The entire ecosystem is now built on the assumption that dreamers are stupid. They assume you will pay any price to see your name in lights. They have turned the American dream into a debt trap. They have created a system where the only people who can afford to succeed are the trust fund types who do not care about the monthly fees. For everyone else, it is a slow bleed of the bank account until the dream finally dies of exhaustion.
The gatekeepers do not want you to win. If you win, you stop paying. They want you to stay in the “emerging talent” category forever. They want you to keep refreshing your subscription. They want you to keep entering the contests. They want you to keep buying their special coverage. They have turned Hollywood into a casino where the house always wins and the players leave with nothing but empty pockets and a digital laurel leaf that no one respects.
It is time to expose this for what it is. It is a multi-layered scam that exploits the most passionate people in the country. It is a system that rewards the middleman and punishes the creator. We are living in the age of the great extraction and it is time for the dreamers to stop paying the ransom. We must tear down these digital walls and stop funding the very people who are standing in our way.
The industry is not a meritocracy anymore. It is a pay-to-play scheme run by tech giants and small-time con artists. If we do not speak out against the IMDb extortion and the screenplay contest grift, we are complicit in the destruction of the very art we claim to love. Stop paying the vig. Stop feeding the machine. The only way to win is to stop playing their game.

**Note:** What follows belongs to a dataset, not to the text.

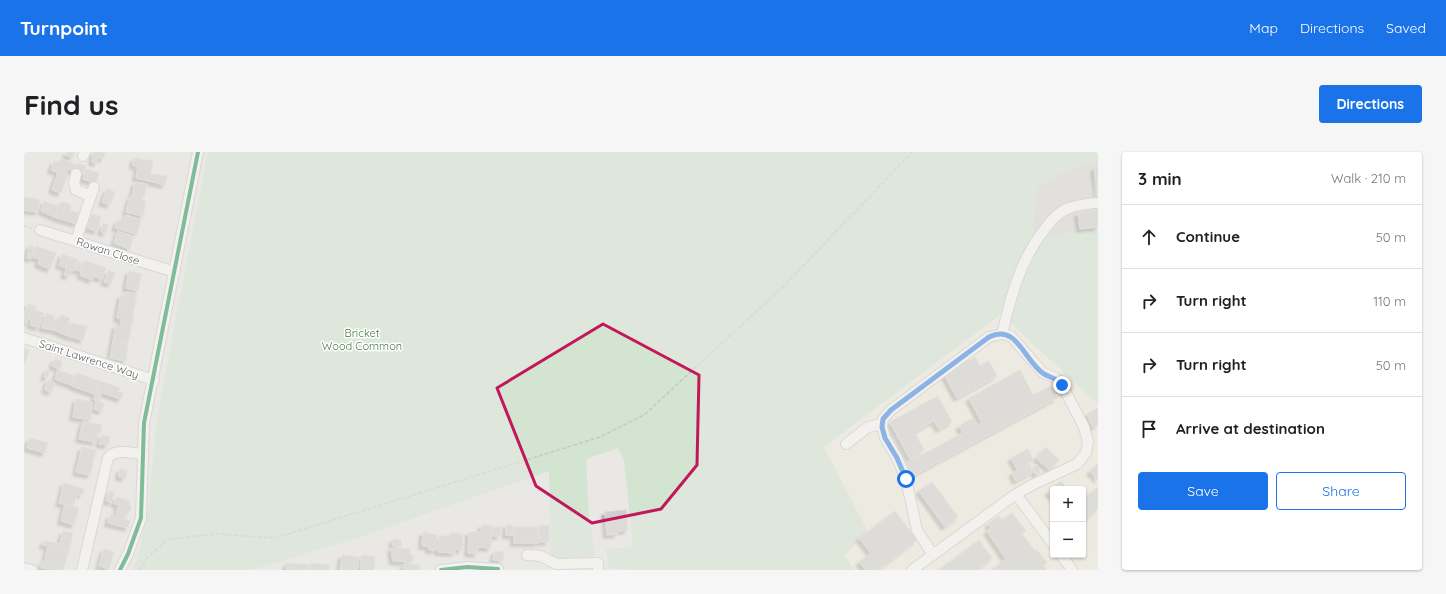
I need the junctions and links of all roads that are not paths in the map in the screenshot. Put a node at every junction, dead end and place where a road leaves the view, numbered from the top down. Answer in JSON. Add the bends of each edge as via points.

NOTE: 1) A very small handful of contests (like the Nicholl Fellowship or Austin Film Festival) still carry genuine weight with managers. However, it’s doubtful that it will retain any pertinent agency over the coming years. 2) Professional coverage can be useful if used as a developmental tool rather than a golden ticket.

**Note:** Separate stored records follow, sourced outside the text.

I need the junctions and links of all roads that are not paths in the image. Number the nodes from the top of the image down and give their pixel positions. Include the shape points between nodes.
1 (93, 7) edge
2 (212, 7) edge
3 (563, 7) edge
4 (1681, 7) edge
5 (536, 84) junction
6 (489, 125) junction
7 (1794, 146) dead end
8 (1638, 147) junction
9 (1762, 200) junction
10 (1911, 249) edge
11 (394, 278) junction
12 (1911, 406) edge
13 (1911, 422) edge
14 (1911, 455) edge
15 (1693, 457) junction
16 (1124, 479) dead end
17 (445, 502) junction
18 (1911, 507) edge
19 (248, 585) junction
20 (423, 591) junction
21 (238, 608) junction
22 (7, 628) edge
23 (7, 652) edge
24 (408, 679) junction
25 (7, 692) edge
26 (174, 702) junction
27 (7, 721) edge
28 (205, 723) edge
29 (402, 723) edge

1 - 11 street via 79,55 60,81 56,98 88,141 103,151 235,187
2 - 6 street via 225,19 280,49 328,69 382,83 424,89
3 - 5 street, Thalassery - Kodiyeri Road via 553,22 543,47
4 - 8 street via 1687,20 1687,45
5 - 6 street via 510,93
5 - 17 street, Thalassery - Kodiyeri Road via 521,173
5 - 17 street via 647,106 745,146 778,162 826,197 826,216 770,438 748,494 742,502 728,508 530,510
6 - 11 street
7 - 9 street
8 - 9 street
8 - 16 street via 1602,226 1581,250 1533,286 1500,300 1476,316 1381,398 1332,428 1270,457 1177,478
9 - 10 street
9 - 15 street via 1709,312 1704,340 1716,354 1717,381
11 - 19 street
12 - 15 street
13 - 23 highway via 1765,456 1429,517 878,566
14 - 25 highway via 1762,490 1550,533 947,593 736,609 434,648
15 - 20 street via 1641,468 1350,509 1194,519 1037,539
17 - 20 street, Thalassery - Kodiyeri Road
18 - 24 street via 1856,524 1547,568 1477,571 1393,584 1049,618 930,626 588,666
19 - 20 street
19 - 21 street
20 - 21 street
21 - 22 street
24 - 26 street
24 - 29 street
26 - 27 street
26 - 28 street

A Bible Verse for Aspiring Writers
“For my people have committed two evils: they have forsaken me, the fountain of living waters, and hewed out cisterns for themselves, broken cisterns that can hold no water.” Jeremiah 2:13 (ESV)
A Reason for This Verse
This verse is a powerful metaphor for prioritizing truth over illusions. The “broken cisterns” represent the false dreams, expensive-but-worthless programs, and predatory schemes that mimic success but offer no real value. The “fountain of living waters” represents genuine, durable wisdom—which for writers includes true craft, patient work, and authentic connection. It serves as a warning that any path to success that demands you abandon your common sense (or your values) to “buy-in” is likely a broken container, leaving you thirstier than before.
A Brief Prayer
Heavenly Father, We lift up all young writers navigating this competitive world. In a culture full of “broken cisterns”—schemes designed to sell dreams rather than nurture talent—grant them a spirit of discernment. Clear away the fog of false promises so they may recognize true guidance. When they are tempted to chase easy, transactional success, lead them instead to the “fountain of living waters”—to the patience of true mentorship, the discipline of hard work, and the resilience of a spirit rooted in truth. We ask that You would protect their creativity, their savings, and above all, their hope. May their words find a path that is not only successful but built on integrity. Amen.